Dolayısıyla çok daha önce
yaşamış Yâkup b. Ebî Nüceyh'le buluşmuş olması imkânsızdır. Kaldı ki Haraitî
bunu "İtidal" kitabında şu senedle rivayet etmiştir:
Yakup b. İsa'dan o Zübeyir'den, o
Abdulmelik'ten, o Abdulaziz'den, o da İbn Ebî Nüceyh'den...
Bu Harâitî rivayette zayıflığıyla
ünlü biridir. Bunu İbnü'l-Cevzî ed-Duafâ kitabında kaydetmiştir.
İslâm'ın hadis âlimleri
görüldüğü gibi bu hadisi reddetmişlerdir. Asıl ölçü budur, bu sahada onlara
başvurulur. Hadis ilminde görüşüne itimad edilen ve sahih-zayıfı belirtmede
başvurulan hiç bir hadis âlimi, hatta gevşek davranıp zayıfları da sahih olarak
belirten hiç bir hadisçi bu hadis için ne hasen ne de sahih yargısında
bulunmamıştır.
Tasavvuf hadislerinde gevşek davranan ve onda sağlam-çürük her
türlü rivayeti kabul eden İbn Tahir'in bu hadisi reddetmesi ve asılsız olduğuna
şahitlik etmesi, tek başına bunun asılsızlığına delil olarak yeter. Evet, şu var
ki İbn Abbas'ın böyle bir sözünün olduğu inkar edilemez.

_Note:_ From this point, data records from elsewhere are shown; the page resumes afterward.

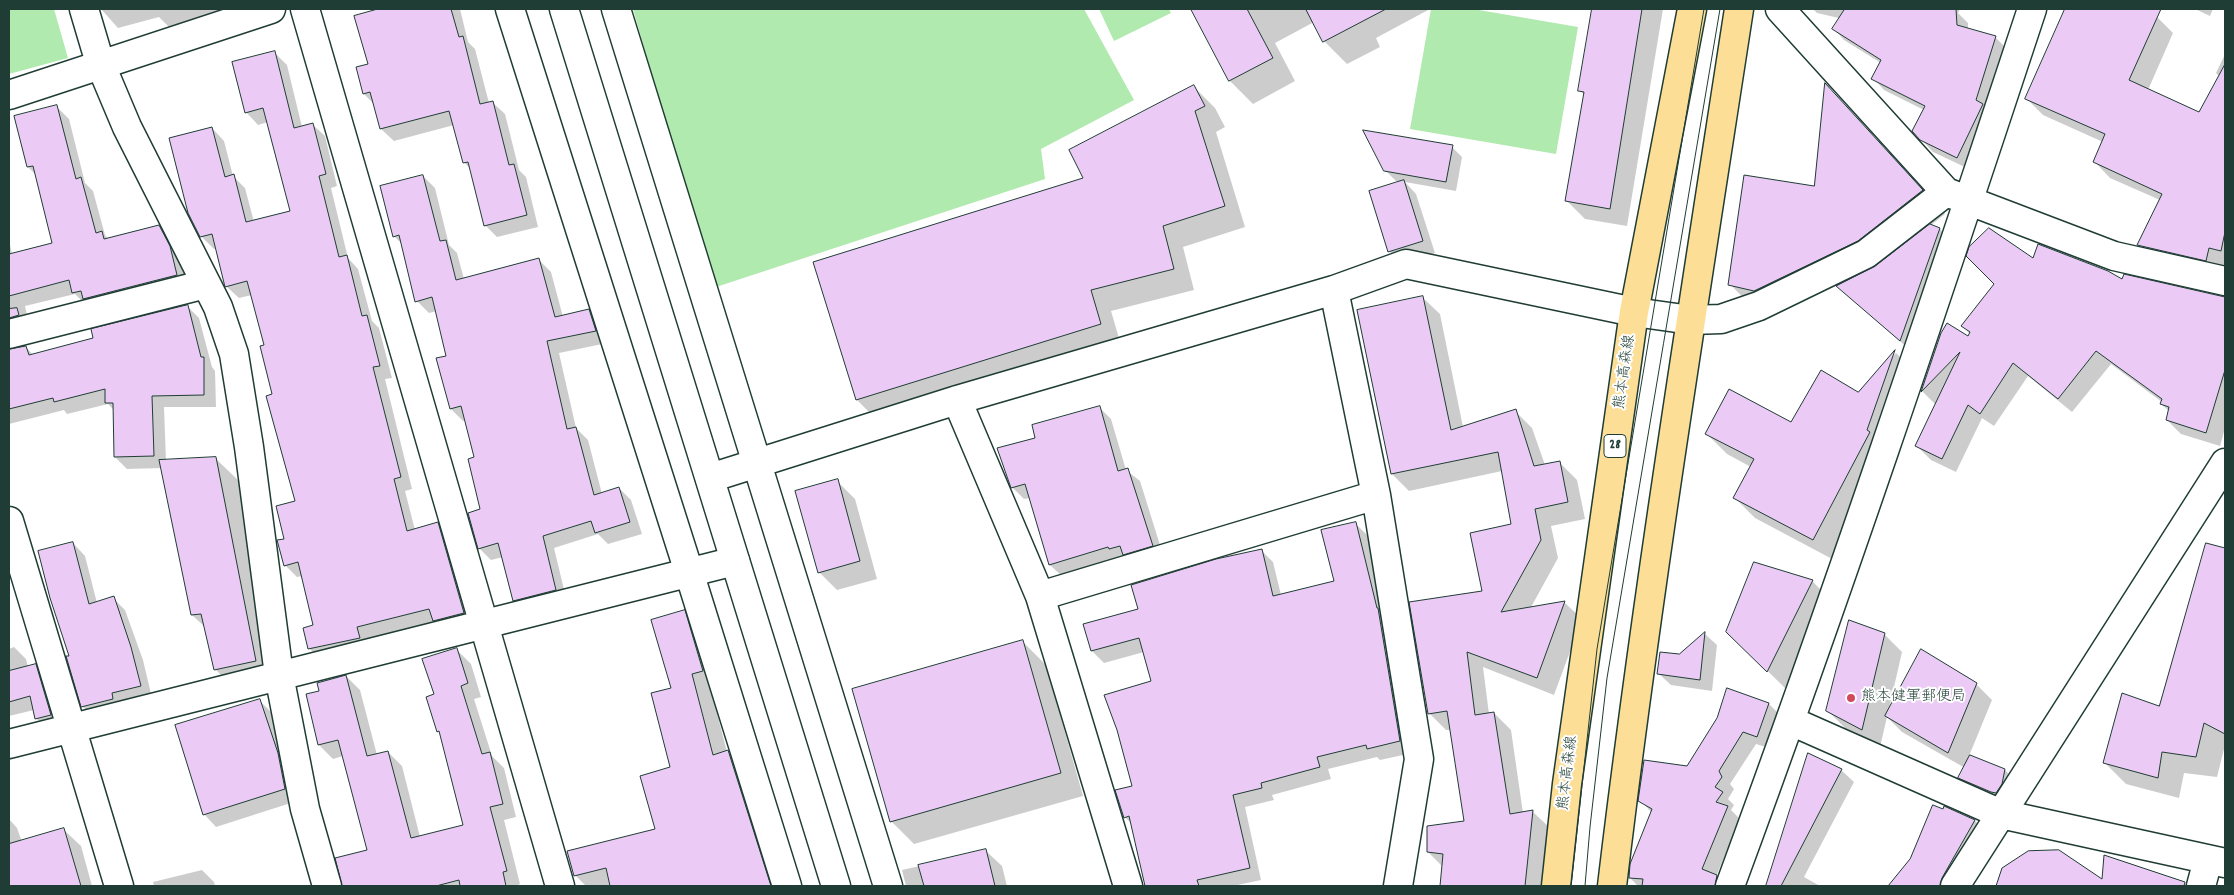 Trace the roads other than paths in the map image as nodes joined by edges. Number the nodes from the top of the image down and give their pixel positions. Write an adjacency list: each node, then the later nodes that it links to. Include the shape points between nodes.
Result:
1 (84, 9): 11 (street)
2 (272, 9): 11 (street)
3 (305, 9): 29 (street)
4 (510, 9): 27 (street)
5 (564, 9): 23 (street)
6 (616, 9): 22 (street)
7 (1692, 9): 17 (main road, 熊本高森線 / 28)
8 (1739, 9): 18 (main road)
9 (1780, 9): 13 (street)
10 (2032, 9): 13 (street)
11 (100, 63): 12 (street); 15 (street, via 127,127)
12 (9, 95)
13 (1958, 196): 14 (street, via 2114,256); 18 (street, via 1866,254 1759,306 1721,319); 31 (street)
14 (2225, 281)
15 (206, 284): 19 (street); 30 (street, via 218,307 234,354)
16 (1334, 290): 17 (street, via 1406,264); 20 (street); 24 (street)
17 (1634, 312): 18 (street); 44 (main road, 熊本高森線 / 28, via 1567,784)
18 (1690, 320): 45 (main road)
19 (9, 334)
20 (957, 400): 22 (street); 28 (street)
21 (2225, 463): 34 (street)
22 (756, 464): 23 (street); 41 (street)
23 (710, 478): 26 (street)
24 (1376, 495): 28 (street); 43 (street, via 1419,759)
25 (9, 521): 32 (street)
26 (735, 561): 27 (street); 40 (street)
27 (689, 572): 29 (street); 39 (street)
28 (1040, 596): 42 (street)
29 (483, 625): 30 (street); 38 (street)
30 (279, 675): 32 (street); 37 (street, via 305,809)
31 (1791, 721): 34 (street); 46 (street)
32 (72, 729): 33 (street); 36 (street)
33 (9, 744)
34 (2001, 814): 35 (street); 47 (street)
35 (2216, 861): 48 (street)
36 (120, 886)
37 (328, 886)
38 (560, 886)
39 (787, 886)
40 (836, 886)
41 (888, 886)
42 (1128, 886)
43 (1398, 886)
44 (1556, 886)
45 (1612, 886)
46 (1730, 886)
47 (1955, 886)
48 (2201, 886)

Nitekim İbn Hazm, İbn Abbas'a
aşktan dolayı ölen sorulduğunda "Aşktan Ölenin aklı yoktur, öldürene kısas da
yapılmaz" dediğini nakletmiştir.
İbn Abbas'a Arafat günü tavuk
gibi küçülmüş biri getirtildi. "Derdi nedir?" diye sordu. "Aşk" dediler. O gün
boyunca aşktan Allah'a sığındı.
Ayrıca Rasûlullah sahih
rivayetle gelen hadisinde şehitleri sayarken cihadda öldürüleni, karın
hastalığından öleni, yangında öleni, çocuğunu doğururken ölen kadını, boğularak
öleni, zatülcenp hastalığından öleni zikretmiş, bunlar arasında aşktan dolayı
öleni saymamıştır.
Maşukuna haram yoldan
ulaşabileceği halde sabreden, namusunu koruyan ve gizleyen, Allah'ın sevgisini
ve rızasını tercih edip korkan kimse şu âyetlerin kapsamına girmeyi en çok hak
eden kimsedir:
"Her kim de Rabbinin (yüksek) makamından korkar, nefsini hevâ-hevesinden
men'ederse cennet onun mekânı olur" (Nâziât, 40,
41)
"Rabbinin makamından korkana
iki cennet vardır." (Rahman, 46)
Arşın sahibi, Allah'tan bizi
sevgisini, kendi hevâ ve arzularına tercih eden, bununla rızasını ve yakınlığını
kazanmayı amaçlayan kimselerden eylemesini dileriz.